MXNet Change Log

0.11.0

- Major Features

- API Changes

  • Added CachedOp. You can now cache the operators that’s called frequently with the same set of arguments to reduce overhead.
  • Added sample_multinomial for sampling from multinomial distributions.
  • Added trunc operator for rounding towards zero.
  • Added linalg_gemm, linalg_potrf, ... operators for lapack support.
  • Added verbose option to Initializer for printing out initialization details.
  • Added DeformableConvolution to contrib from the Deformable Convolutional Networks paper.
  • Added float64 support for dot and batch_dot operator.
  • allow_extra is added to Module.set_params to ignore extra parameters.
  • Added mod operator for modulo.
  • Added multi_precision option to SGD optimizer to improve training with float16. Resnet50 now achieves the same accuracy when trained with float16 and gives 50% speedup on Titan XP.

- Performance Improvements

  • ImageRecordIter now stores data in pinned memory to improve GPU memcopy speed.

- Bugfixes

  • Cython interface is fixed. make cython and python setup.py install --with-cython should install the cython interface and reduce overhead in applications that use imperative/bucketing.
  • Fixed various bugs in Faster-RCNN example: https://github.com/dmlc/mxnet/pull/6486
  • Fixed various bugs in SSD example.
  • Fixed out argument not working for zeros, ones, full, etc.
  • expand_dims now supports backward shape inference.
  • Fixed a bug in rnn. BucketingSentenceIter that causes incorrect layout handling on multi-GPU.
  • Fixed context mismatch when loading optimizer states.
  • Fixed a bug in ReLU activation when using MKL.
  • Fixed a few race conditions that causes crashes on shutdown.
  • Fixed image-classification example code.

- Refactors

  • Refactored TShape/TBlob to use int64 dimensions and DLTensor as internal storage. Getting ready for migration to DLPack. As a result TBlob::dev_mask_ and TBlob::stride_ are removed.

0.10.0

  • Overhauled documentation for commonly used Python APIs, Installation instructions, Tutorials, HowTos and MXNet Architecture.
  • Updated mxnet.io for improved readability.
  • Pad operator now support reflection padding.
  • Fixed a memory corruption error in threadedengine.
  • Added CTC loss layer to contrib package. See mx.contrib.sym.ctc_loss.
  • Added new sampling operators for several distributions (normal,uniform,gamma,exponential,negative binomial).
  • Added documentation for experimental RNN APIs.

0.9.3

  • Move symbolic API to NNVM @tqchen
    • Most front-end C API are backward compatible
    • Removed symbolic API in MXNet and relies on NNVM
  • New features:
    • MXNet profiler for profiling operator-level executions
    • mxnet.image package for fast image loading and processing
  • Change of JSON format
    • param and attr field are merged to attr
    • New code is backward-compatible can load old json format
  • OpProperty registration now is deprecated
    • New operators are encouraged to register their property to NNVM op registry attribute
  • Known features removed limitations to be fixed
    • Bulk segment execution not yet added.

v0.8

This is the last release before the NNVM refactor.
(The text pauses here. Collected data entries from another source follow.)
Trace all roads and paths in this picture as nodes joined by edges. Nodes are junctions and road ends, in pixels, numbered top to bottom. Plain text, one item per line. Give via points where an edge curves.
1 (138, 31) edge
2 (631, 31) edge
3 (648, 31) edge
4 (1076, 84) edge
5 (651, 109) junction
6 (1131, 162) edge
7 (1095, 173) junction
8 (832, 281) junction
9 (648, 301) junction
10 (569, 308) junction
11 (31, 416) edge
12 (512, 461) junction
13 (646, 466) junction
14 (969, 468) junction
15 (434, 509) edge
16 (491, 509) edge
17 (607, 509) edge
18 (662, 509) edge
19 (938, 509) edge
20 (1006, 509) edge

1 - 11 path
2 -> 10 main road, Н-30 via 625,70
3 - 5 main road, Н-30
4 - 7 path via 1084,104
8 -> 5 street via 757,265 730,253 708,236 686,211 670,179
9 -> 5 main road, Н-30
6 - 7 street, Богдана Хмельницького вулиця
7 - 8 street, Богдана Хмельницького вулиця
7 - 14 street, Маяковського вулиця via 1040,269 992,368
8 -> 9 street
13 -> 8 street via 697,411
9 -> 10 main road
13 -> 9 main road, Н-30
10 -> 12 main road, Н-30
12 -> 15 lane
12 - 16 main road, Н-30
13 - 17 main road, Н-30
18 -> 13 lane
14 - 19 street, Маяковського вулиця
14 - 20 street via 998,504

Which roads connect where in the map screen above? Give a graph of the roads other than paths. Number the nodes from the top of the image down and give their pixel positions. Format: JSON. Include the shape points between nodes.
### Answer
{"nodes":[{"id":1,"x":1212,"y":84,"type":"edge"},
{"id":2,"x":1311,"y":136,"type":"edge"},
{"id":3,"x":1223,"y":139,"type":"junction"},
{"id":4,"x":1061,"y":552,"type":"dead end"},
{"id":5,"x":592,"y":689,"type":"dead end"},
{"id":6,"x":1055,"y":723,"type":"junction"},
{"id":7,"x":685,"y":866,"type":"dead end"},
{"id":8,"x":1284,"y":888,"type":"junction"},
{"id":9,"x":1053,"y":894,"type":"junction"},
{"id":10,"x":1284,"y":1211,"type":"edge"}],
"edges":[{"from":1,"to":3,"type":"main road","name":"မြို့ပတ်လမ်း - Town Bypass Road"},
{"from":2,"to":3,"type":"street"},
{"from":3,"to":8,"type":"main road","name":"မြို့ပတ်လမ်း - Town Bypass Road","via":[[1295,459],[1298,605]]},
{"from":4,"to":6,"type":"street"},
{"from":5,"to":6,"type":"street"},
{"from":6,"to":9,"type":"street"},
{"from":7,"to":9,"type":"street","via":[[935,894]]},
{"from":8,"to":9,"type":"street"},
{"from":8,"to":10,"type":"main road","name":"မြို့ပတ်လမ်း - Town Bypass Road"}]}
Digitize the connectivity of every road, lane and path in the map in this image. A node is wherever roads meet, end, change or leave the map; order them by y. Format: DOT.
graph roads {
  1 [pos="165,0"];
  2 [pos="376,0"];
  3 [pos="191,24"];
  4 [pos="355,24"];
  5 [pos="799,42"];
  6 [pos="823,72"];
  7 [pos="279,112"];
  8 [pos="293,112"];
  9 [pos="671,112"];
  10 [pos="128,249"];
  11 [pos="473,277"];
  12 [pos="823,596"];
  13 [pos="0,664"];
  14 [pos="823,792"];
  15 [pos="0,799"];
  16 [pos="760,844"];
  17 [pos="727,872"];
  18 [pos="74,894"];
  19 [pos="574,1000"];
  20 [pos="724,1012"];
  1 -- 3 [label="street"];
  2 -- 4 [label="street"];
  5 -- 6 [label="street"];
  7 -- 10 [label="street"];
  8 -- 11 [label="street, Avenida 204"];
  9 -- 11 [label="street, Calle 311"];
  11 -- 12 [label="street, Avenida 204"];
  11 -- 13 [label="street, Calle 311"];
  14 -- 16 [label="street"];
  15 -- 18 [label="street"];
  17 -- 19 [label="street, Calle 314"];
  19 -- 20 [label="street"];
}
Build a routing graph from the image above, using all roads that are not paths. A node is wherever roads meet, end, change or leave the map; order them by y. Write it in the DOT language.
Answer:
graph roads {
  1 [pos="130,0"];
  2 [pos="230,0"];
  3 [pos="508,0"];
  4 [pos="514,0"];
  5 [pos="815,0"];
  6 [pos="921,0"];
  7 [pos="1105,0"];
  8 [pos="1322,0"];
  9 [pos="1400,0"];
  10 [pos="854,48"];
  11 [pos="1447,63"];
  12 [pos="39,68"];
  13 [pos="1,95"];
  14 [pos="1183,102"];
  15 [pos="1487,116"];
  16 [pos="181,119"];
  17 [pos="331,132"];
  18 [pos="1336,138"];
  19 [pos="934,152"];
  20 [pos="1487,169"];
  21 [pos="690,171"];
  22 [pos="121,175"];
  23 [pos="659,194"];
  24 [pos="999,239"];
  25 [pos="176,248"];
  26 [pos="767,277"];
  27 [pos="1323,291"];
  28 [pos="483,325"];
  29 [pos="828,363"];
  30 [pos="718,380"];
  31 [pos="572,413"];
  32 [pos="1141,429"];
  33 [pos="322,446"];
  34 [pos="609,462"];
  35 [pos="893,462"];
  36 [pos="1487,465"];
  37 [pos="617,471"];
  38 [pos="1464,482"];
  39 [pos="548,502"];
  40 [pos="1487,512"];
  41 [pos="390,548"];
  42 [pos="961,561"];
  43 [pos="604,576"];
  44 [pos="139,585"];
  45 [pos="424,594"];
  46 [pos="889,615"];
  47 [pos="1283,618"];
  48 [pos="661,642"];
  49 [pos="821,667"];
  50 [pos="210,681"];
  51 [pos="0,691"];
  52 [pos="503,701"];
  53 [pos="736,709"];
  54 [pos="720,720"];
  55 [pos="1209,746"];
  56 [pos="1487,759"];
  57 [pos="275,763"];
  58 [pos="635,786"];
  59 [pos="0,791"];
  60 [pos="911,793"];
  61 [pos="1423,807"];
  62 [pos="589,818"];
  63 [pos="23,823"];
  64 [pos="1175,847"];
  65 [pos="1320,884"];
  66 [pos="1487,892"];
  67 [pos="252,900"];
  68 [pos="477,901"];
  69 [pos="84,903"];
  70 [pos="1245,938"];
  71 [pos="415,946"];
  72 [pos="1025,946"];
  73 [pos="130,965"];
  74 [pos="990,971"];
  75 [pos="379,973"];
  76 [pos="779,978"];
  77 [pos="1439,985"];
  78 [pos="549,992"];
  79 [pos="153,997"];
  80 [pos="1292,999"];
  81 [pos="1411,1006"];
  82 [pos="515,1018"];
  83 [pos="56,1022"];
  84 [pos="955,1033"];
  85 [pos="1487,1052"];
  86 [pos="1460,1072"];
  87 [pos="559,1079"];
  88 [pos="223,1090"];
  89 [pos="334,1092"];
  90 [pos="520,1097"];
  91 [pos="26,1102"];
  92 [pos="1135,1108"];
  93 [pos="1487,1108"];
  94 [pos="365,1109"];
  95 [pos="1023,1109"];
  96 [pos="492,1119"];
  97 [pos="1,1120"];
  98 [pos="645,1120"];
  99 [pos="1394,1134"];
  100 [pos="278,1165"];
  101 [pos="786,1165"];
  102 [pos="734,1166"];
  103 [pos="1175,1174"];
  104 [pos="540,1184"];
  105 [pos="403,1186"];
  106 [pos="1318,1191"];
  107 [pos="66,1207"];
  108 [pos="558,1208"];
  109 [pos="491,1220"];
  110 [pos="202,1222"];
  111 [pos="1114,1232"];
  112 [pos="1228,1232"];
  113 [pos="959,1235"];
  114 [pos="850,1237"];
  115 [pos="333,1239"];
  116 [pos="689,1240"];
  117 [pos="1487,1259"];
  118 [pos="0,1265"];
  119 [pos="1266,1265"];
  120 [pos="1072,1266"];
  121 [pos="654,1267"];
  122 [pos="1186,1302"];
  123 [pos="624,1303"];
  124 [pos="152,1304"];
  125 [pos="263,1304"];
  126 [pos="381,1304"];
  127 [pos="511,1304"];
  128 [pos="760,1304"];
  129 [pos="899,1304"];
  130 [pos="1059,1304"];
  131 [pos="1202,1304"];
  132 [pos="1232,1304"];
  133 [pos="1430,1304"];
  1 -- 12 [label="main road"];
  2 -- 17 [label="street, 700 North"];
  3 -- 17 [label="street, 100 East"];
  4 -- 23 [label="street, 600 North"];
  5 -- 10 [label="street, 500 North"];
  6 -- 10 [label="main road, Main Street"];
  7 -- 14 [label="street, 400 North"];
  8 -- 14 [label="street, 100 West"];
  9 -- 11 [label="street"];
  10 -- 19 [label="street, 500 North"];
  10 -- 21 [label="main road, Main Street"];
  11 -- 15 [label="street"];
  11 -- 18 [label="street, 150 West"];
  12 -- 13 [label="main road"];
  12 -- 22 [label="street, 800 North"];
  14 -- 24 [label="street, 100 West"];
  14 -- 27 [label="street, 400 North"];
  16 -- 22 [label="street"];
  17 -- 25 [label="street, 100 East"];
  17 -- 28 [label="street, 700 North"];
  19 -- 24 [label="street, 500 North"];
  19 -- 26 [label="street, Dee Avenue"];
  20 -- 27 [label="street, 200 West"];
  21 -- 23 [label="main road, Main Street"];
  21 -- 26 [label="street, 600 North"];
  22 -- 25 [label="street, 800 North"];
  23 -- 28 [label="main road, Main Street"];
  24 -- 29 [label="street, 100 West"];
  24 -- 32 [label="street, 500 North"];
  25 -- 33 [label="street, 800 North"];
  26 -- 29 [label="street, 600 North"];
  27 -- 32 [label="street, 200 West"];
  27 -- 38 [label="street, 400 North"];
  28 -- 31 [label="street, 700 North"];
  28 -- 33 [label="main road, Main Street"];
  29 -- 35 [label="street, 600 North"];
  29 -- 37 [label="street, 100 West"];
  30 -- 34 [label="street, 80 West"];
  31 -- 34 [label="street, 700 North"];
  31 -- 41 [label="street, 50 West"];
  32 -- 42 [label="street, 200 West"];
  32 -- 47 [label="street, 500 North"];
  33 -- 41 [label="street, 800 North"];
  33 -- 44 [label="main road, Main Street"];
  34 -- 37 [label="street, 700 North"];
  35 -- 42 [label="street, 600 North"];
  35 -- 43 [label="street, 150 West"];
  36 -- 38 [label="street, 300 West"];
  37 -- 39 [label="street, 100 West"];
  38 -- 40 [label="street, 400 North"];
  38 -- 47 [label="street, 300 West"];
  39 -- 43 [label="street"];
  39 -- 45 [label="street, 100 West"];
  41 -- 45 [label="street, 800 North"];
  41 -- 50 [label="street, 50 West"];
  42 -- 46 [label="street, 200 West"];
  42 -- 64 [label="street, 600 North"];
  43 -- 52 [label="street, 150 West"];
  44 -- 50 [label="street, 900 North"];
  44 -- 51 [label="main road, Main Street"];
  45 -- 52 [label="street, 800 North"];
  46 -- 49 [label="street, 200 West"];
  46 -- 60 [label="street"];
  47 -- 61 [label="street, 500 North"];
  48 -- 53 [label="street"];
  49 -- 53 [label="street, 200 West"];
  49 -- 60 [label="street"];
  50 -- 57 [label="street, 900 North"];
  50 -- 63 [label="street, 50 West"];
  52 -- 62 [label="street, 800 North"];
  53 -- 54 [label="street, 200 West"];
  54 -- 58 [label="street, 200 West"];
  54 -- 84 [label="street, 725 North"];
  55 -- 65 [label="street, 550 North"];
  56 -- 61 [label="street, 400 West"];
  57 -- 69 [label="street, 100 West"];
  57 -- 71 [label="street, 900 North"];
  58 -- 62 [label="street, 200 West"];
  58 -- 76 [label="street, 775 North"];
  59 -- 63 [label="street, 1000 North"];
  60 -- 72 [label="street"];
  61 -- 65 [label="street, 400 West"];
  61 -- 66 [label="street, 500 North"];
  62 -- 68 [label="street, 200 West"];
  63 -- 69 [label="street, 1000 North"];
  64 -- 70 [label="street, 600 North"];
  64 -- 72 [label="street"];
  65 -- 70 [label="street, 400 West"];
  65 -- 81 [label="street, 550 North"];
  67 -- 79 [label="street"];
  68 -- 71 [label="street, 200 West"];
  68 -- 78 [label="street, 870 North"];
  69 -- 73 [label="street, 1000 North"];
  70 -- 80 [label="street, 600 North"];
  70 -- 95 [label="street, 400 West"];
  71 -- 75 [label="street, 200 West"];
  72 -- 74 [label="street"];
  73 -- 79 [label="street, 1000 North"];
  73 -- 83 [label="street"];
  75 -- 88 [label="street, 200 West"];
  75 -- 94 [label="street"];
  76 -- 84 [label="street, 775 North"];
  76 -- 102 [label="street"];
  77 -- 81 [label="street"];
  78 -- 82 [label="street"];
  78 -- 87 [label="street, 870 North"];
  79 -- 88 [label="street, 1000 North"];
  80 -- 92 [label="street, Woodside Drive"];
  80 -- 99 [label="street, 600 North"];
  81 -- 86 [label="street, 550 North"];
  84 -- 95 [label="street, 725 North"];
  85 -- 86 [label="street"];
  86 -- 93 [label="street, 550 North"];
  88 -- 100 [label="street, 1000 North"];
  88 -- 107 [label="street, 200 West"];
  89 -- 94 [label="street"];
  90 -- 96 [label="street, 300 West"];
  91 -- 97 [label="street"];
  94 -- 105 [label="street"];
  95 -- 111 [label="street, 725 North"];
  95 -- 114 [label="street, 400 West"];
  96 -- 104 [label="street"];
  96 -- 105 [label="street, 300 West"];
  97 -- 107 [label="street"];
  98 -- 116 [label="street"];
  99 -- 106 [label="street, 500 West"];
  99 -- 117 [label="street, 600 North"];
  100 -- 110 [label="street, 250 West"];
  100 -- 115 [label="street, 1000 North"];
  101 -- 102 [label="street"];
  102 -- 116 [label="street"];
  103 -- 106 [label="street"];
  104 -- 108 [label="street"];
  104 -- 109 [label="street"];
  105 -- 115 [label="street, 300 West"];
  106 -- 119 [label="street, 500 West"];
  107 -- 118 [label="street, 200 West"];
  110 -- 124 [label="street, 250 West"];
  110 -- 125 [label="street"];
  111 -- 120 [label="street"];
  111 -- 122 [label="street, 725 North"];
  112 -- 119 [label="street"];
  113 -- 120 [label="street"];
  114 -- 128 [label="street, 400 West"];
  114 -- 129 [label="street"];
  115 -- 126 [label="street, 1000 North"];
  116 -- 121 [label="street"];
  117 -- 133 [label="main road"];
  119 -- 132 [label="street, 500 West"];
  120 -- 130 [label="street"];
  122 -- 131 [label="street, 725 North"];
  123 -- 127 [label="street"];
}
  • CaffeOp and CaffeIter for interfacing with Caffe by @HrWangChengdu @cjolivier01
  • WrapCTC plugin for sequence learning by @xlvector
  • Improved Multi-GPU performance by @mli
  • CuDNN RNN support by @sbodenstein
  • OpenCV plugin for parallel image IO by @piiswrong
  • More operators as simple op
    • Simple OP @tqchen
    • element wise op with axis and broadcast @mli @sxjscience
  • Cudnn auto tuning for faster convolution by @piiswrong
  • More applications
    • Faster RCNN by @precedenceguo

v0.7

  • 0.6 is skipped because there are a lot of improvements since initial release
  • More math operators
    • elementwise ops and binary ops
  • Attribute support in computation graph
    • Now user can use attributes to give various hints about specific learning rate, allocation plans etc
  • MXNet is more memory efficient
    • Support user defined memory optimization with attributes
  • Support mobile applications by @antinucleon
  • Refreshed update of new documents
  • Model parallel training of LSTM by @tqchen
  • Simple operator refactor by @tqchen
    • add operator_util.h to enable quick registration of both ndarray and symbolic ops
  • Distributed training by @mli
  • Support Torch Module by @piiswrong
    • MXNet now can use any of the modules from Torch.
  • Support custom native operator by @piiswrong
  • Support data types including fp16, fp32, fp64, int32, and uint8 by @piiswrong
  • Support monitor for easy printing and debugging by @piiswrong
  • Support new module API by @pluskid
    • Module API is a middle level API that can be used in imperative manner like Torch-Module
  • Support bucketing API for variable length input by @pluskid
  • Support CuDNN v5 by @antinucleon
  • More applications

v0.5 (initial release)

  • All basic modules ready